Part of why gold retains its value so well is that it's finite, as opposed to currencies that governments have been printing carelessly since 2008-2009.

"The amount of gold outstanding and produced since then shows that gold is way, way cheaper than it has been in maybe ever. Gold is extremely cheap in relation to money supplies, in relation to debt outstanding," said Holter. "There's obviously uncertainty in global markets and you're seeing a flow into gold from all over the world - not just the U.S.. It could be looked at as a flight out of fiat currency."

Holter also shares the view of some investors that gold and silver could become scarce due to limited supply – a view that could have significant influence on market sentiment. "There's no way to tell. There's no way to tell where the bottom of the barrel is - logically - the western supplies have to be getting short," said Holter of the gold supply. And while he's bearish on all currencies, Holter is especially negative on the U.S. dollar, which he believes will lose out to the Canadian dollar as the latter is part of a resource-based economy.

Thursday, August 31, 2017

Doomsday Clock Reinforces Need for Safe Haven

Global tensions increase appetite for safe-haven assets such as physical gold.


Somewhat forgotten in recent times, ValueWalk writes that the concept of the Doomsday Clock has flared up once again, due to the possibility of nuclear war between the U.S. and North Korea.
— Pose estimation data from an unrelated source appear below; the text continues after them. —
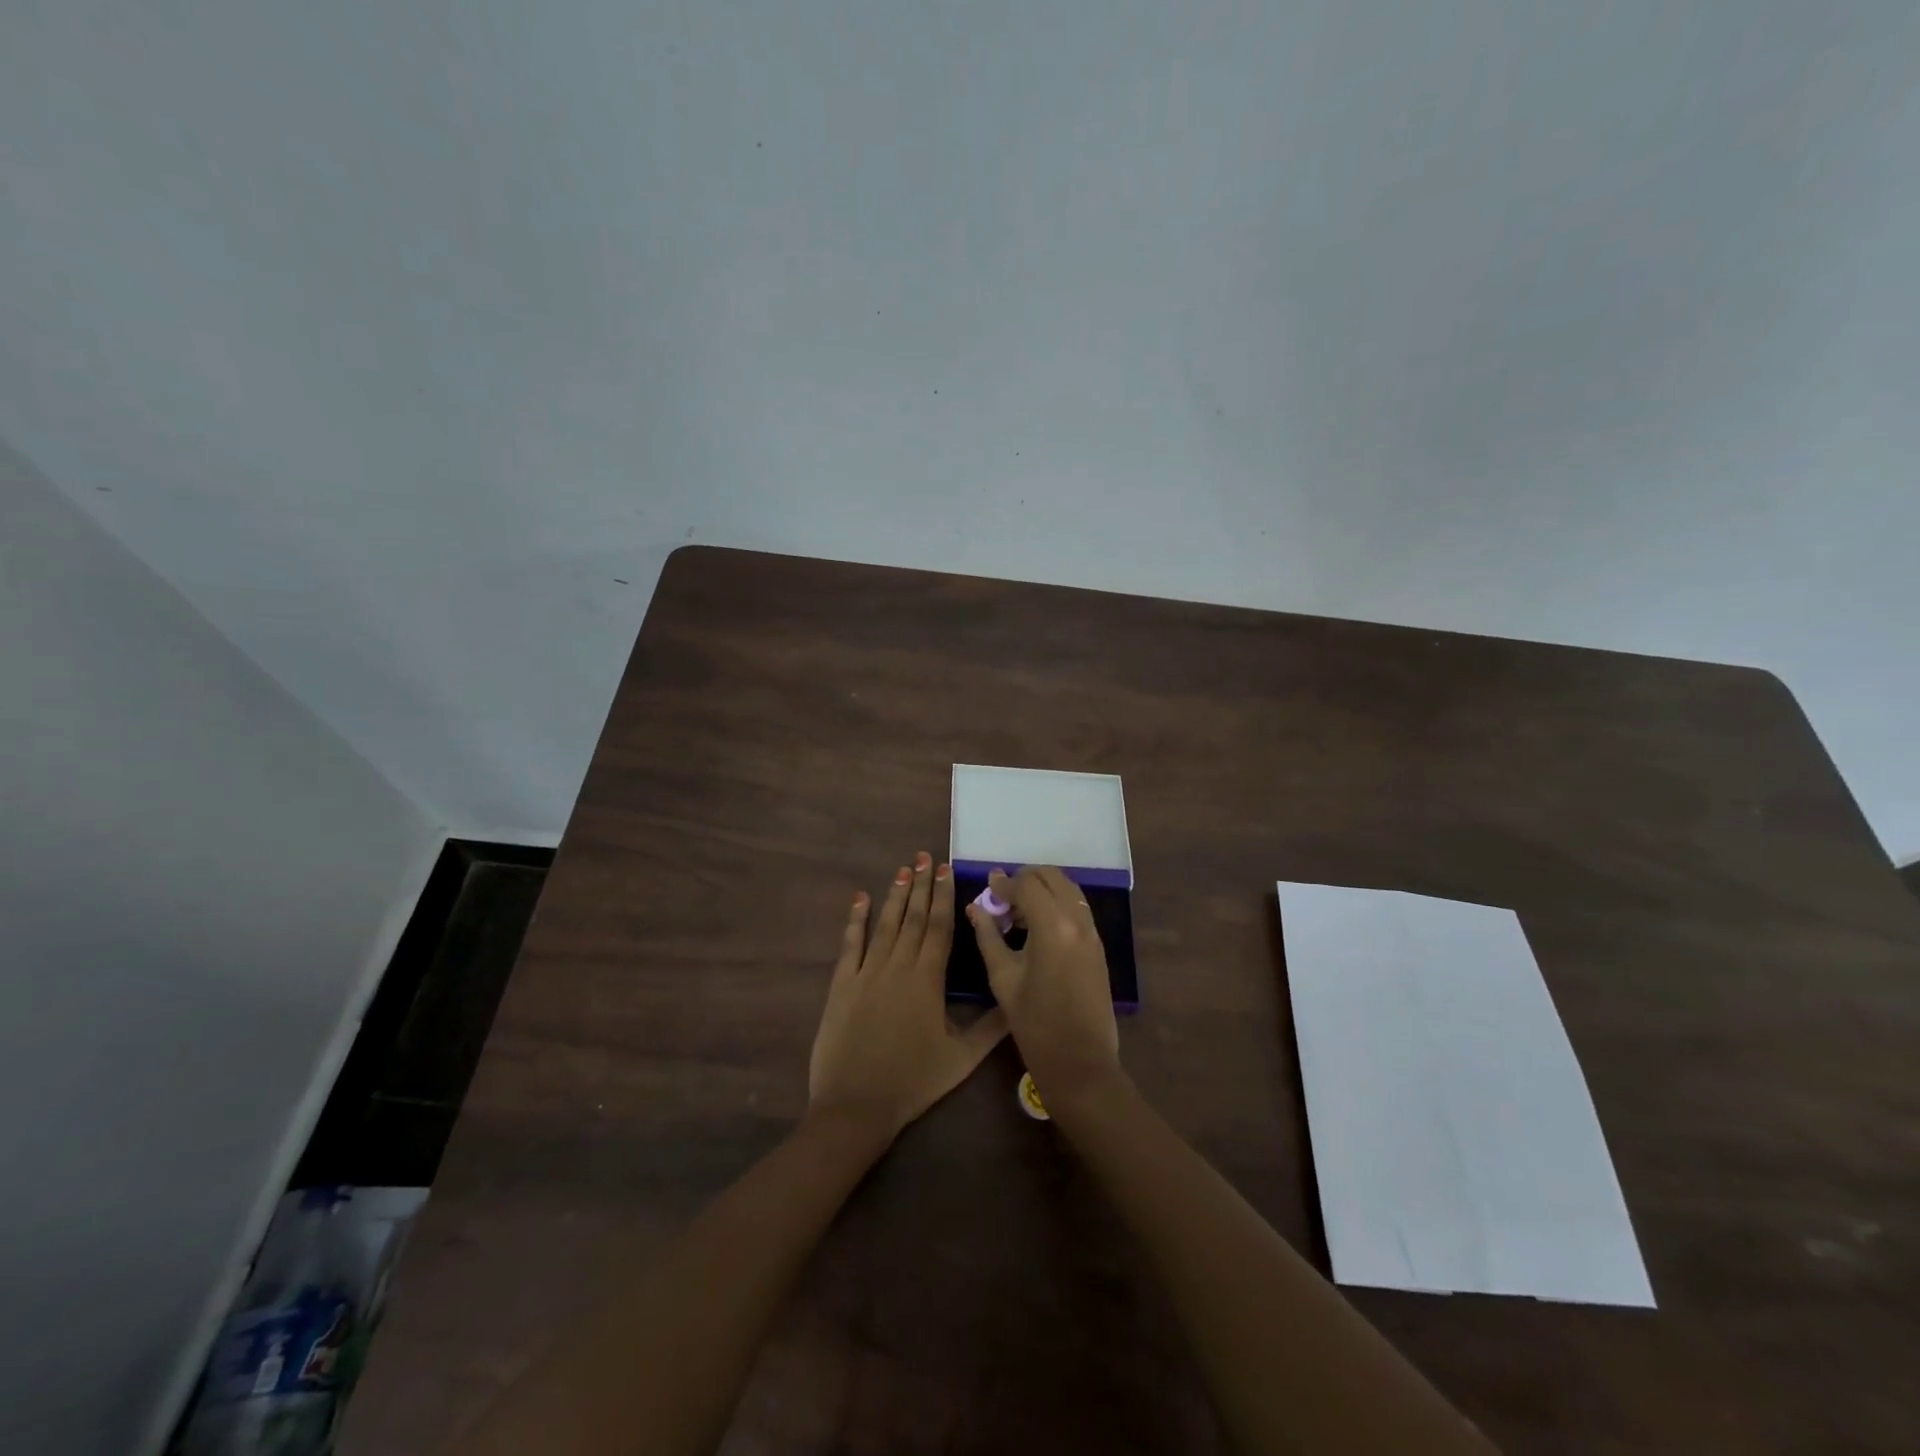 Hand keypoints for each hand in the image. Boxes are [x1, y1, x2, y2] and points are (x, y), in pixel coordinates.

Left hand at [808, 852, 1008, 1140]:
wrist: (855, 1105)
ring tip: (903, 868)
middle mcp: (897, 966)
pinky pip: (849, 944)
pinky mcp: (841, 984)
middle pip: (912, 917)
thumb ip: (991, 1027)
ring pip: (884, 924)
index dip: (943, 896)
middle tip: (925, 856)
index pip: (938, 927)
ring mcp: (866, 972)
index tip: (946, 869)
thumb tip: (1018, 1000)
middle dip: (921, 885)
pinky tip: (860, 899)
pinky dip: (855, 919)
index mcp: (927, 979)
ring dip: (895, 895)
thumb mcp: (961, 1059)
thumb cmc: (912, 1081)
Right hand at [967, 866, 1122, 1108]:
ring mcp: (1092, 932)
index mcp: (1053, 926)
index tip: (986, 890)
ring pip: (1068, 889)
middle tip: (1002, 898)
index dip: (1004, 884)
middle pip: (1052, 876)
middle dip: (1025, 879)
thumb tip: (975, 908)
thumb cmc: (1035, 1024)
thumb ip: (988, 936)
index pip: (1027, 884)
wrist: (1081, 1062)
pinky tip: (1035, 927)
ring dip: (1043, 890)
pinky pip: (1076, 908)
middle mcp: (1078, 920)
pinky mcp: (1098, 945)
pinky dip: (1056, 905)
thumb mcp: (1003, 978)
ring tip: (1016, 913) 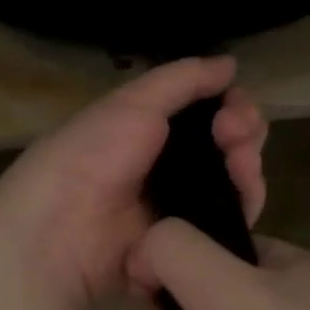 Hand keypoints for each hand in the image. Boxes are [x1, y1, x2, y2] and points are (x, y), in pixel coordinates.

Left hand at [0, 58, 268, 308]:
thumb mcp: (133, 103)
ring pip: (234, 188)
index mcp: (148, 131)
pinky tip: (242, 195)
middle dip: (243, 134)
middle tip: (236, 134)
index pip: (206, 115)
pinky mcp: (187, 247)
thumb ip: (183, 80)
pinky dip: (242, 208)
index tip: (237, 104)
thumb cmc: (92, 155)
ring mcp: (178, 210)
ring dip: (247, 169)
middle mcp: (166, 169)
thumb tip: (229, 62)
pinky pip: (228, 228)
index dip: (231, 107)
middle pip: (227, 150)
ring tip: (240, 164)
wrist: (62, 230) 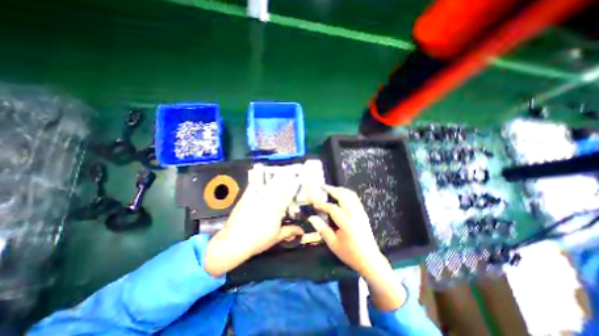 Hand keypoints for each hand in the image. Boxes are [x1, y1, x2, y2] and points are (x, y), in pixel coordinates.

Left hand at [205, 174, 304, 275]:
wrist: (235, 242)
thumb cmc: (258, 241)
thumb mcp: (276, 237)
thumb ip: (289, 231)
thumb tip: (302, 231)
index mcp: (276, 210)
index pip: (287, 196)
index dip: (293, 188)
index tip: (298, 180)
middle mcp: (268, 202)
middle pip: (278, 187)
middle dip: (285, 179)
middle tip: (290, 171)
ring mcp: (256, 199)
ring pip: (267, 186)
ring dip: (274, 178)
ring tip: (279, 172)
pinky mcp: (245, 199)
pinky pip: (252, 187)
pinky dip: (256, 182)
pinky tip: (259, 177)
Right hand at [305, 184, 385, 276]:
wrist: (370, 260)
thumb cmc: (350, 253)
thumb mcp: (333, 244)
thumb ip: (322, 229)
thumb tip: (311, 217)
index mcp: (346, 223)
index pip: (332, 208)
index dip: (321, 203)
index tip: (313, 200)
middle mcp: (355, 214)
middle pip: (343, 196)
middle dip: (332, 190)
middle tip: (323, 187)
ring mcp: (361, 212)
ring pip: (351, 195)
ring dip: (340, 190)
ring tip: (331, 189)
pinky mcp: (364, 214)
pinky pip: (355, 199)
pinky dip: (347, 194)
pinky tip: (342, 195) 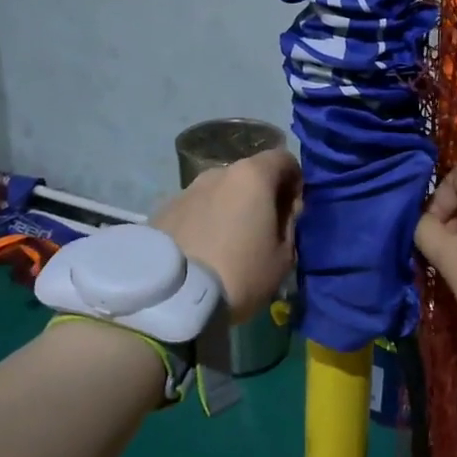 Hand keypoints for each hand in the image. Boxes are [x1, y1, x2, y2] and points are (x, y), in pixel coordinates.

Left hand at [153, 150, 300, 322]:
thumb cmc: (241, 274)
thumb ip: (289, 224)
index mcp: (252, 176)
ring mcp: (185, 190)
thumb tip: (284, 209)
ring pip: (219, 192)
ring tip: (228, 243)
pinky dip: (204, 222)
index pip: (283, 159)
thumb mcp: (284, 256)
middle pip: (248, 175)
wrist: (173, 297)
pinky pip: (195, 210)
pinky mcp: (162, 210)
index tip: (293, 210)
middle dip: (260, 195)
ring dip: (229, 208)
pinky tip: (202, 251)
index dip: (294, 181)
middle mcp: (217, 173)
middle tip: (262, 230) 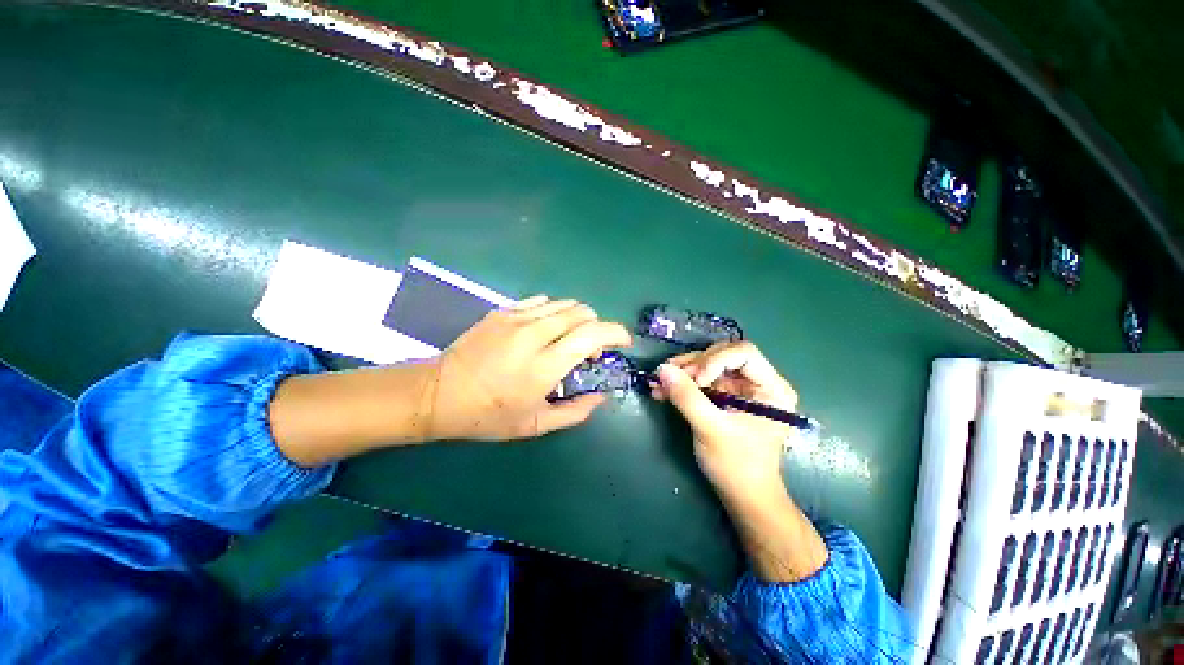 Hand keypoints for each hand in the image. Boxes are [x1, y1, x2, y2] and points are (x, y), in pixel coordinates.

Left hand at [425, 295, 632, 440]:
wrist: (438, 394)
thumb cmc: (488, 416)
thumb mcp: (535, 426)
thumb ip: (575, 412)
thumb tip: (601, 396)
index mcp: (545, 366)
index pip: (593, 334)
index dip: (616, 333)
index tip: (623, 342)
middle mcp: (534, 335)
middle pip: (582, 312)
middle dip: (597, 327)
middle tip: (589, 350)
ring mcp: (516, 319)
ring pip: (564, 304)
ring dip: (577, 319)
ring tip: (567, 339)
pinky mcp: (502, 311)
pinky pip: (540, 301)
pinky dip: (553, 312)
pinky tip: (545, 329)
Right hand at [652, 341, 797, 497]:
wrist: (742, 497)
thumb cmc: (737, 466)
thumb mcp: (711, 429)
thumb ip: (687, 397)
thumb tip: (662, 369)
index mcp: (772, 387)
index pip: (743, 353)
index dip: (714, 360)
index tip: (694, 380)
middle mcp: (758, 382)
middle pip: (722, 355)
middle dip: (693, 365)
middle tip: (668, 377)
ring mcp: (740, 389)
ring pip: (708, 365)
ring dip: (682, 372)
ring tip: (658, 383)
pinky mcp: (725, 397)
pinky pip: (701, 380)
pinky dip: (682, 383)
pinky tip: (662, 391) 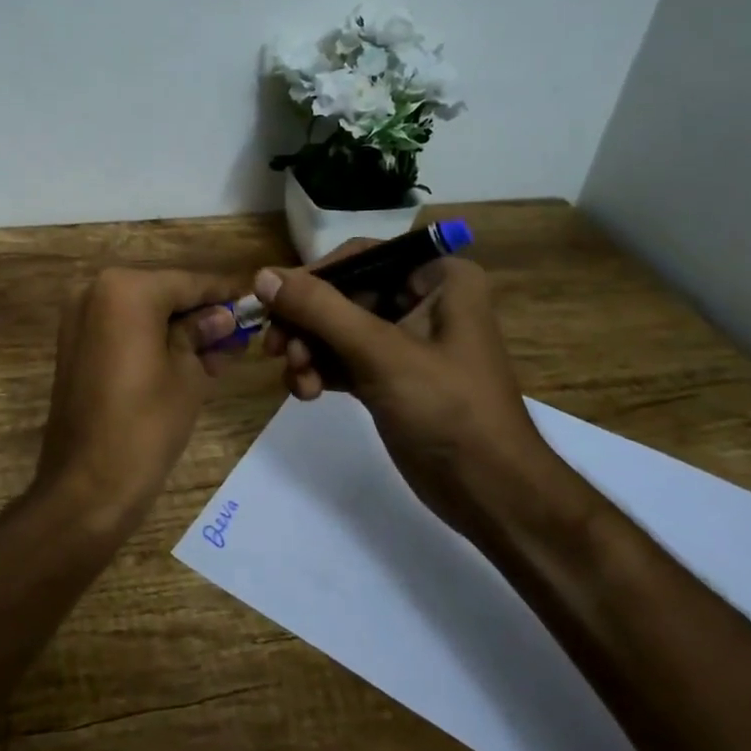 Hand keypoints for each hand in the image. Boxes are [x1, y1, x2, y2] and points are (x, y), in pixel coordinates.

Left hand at [35, 267, 243, 534]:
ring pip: (142, 312)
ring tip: (218, 354)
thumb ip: (204, 334)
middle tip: (239, 335)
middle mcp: (95, 291)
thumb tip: (223, 316)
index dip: (224, 294)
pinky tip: (184, 360)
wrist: (87, 484)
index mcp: (126, 290)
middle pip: (163, 293)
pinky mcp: (73, 345)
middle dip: (200, 314)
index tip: (254, 301)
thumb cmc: (146, 424)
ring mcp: (79, 318)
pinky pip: (122, 330)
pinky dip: (150, 339)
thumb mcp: (188, 374)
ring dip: (177, 328)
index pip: (189, 283)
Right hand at [255, 244, 553, 532]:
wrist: (488, 493)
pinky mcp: (390, 375)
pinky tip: (306, 392)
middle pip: (341, 294)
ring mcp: (404, 340)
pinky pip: (341, 358)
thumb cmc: (447, 409)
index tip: (273, 303)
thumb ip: (319, 310)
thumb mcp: (380, 353)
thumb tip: (262, 276)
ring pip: (335, 329)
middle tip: (275, 350)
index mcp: (438, 278)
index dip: (312, 277)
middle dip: (306, 324)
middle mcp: (422, 300)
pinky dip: (319, 370)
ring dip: (307, 350)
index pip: (359, 257)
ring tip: (298, 380)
The last time the clock ticked so close to midnight, they say, was 1953, when the Soviet Union tested its hydrogen bomb.

But tensions with North Korea aren't the only thing that has investors worried, the article notes. Political uncertainty in the U.S., a weakening dollar and ongoing terror attacks have all helped reinforce the value of safe-haven assets such as gold.

The metal reestablished itself in the financial crisis of 2008-2009, when the world's stock markets fell by about 50%, or a total of $34 trillion. During this time, gold helped savvy investors stay afloat due to the negative correlation that it often has with stocks. And it did more than just shield those who owned it; between 2007 and 2009, gold rose from $670 an ounce to $938 an ounce, amounting to a gain of 40%.

Gold's bull run continued after 2009, as governments around the world flooded their economies with money in a post-crisis environment. By 2011, the metal rose past $1,900 an ounce, posting its all-time high.

The article goes on to state that the money printing that allowed gold to reach peak levels shows why the metal continues to hold its value while currencies rise and fall. Unlike paper money, gold is finite, which means governments can't simply add more gold to the system as desired.

This is why, the article argues, the gold standard can't be restored: there is simply too much money in circulation compared to the finite supply of gold. It's also why the price of gold has close to doubled in the last decade, a trajectory that the metal is all but guaranteed to continue on.

Although the gold standard was abandoned in 1971, its proponents maintain that out-of-control money printing will end in disaster. It already had catastrophic results in France, China and Germany, and Zimbabwe and Venezuela are recent examples of paper money becoming worthless due to irresponsible actions from the government.

The article concludes by reminding readers that in all of those examples, those with a significant allocation to gold remained largely untouched by the consequences of central bank manipulation. And, they believe that the same will be the case when the next crisis hits, regardless of the direction it comes from.